■ Stored dataset items:
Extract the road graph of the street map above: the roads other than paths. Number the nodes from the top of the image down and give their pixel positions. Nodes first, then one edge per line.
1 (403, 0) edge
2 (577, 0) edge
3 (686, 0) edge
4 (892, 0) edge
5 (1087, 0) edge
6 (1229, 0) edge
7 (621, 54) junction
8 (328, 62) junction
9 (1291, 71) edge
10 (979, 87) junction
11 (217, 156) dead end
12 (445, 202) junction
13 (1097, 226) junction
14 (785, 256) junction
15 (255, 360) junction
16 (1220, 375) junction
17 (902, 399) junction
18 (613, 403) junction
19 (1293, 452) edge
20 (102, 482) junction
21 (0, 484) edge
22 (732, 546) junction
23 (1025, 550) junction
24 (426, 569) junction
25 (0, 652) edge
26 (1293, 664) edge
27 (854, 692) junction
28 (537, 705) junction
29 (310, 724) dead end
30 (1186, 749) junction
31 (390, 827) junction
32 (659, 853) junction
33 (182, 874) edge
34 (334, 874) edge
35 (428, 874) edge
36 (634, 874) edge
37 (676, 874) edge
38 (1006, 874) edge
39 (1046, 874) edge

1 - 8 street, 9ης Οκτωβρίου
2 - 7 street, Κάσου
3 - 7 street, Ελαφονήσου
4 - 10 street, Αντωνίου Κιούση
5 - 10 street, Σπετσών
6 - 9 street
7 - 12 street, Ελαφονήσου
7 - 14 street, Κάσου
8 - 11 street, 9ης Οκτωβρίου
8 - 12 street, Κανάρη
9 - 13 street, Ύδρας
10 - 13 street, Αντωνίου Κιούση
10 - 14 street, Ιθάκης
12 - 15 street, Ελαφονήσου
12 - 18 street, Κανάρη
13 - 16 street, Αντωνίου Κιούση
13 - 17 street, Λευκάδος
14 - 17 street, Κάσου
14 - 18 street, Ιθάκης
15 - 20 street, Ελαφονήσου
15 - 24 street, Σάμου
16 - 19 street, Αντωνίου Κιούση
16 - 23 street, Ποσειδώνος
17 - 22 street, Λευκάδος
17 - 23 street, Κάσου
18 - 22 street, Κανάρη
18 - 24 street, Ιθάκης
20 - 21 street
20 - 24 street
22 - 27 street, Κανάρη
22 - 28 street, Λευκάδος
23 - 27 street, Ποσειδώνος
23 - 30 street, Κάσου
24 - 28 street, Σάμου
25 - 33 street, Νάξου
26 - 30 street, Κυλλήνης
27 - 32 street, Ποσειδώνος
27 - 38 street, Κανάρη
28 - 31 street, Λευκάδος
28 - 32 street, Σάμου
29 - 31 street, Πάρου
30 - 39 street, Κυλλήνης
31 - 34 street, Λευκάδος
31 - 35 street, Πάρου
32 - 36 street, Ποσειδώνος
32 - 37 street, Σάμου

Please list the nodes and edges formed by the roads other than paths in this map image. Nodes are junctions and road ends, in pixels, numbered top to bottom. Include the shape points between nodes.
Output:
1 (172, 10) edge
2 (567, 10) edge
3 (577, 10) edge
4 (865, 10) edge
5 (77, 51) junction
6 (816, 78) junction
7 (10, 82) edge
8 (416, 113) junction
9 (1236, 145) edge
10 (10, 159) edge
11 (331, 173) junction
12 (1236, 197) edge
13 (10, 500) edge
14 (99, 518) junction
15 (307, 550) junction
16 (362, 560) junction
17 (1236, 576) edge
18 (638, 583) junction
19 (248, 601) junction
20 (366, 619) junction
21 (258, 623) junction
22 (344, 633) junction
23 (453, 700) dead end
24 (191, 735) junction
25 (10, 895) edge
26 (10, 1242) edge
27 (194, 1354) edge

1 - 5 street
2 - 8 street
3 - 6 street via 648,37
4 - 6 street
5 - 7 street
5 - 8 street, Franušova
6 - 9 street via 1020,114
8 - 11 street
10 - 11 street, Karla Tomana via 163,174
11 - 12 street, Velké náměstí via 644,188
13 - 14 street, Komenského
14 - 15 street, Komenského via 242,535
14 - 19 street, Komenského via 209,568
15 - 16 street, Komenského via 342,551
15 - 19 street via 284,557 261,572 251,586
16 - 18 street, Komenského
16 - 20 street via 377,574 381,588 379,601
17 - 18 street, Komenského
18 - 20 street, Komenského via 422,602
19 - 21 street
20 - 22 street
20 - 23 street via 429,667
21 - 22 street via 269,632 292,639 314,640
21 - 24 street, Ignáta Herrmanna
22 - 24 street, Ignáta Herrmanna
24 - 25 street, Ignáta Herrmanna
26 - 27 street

■ PROBLEM REQUIREMENTS: Search the data for the string "Κυλλήνης" and copy every line where it appears.

■ RESPONSE TO THIS TASK:
26 - 30 street, Κυλλήνης
30 - 39 street, Κυλλήνης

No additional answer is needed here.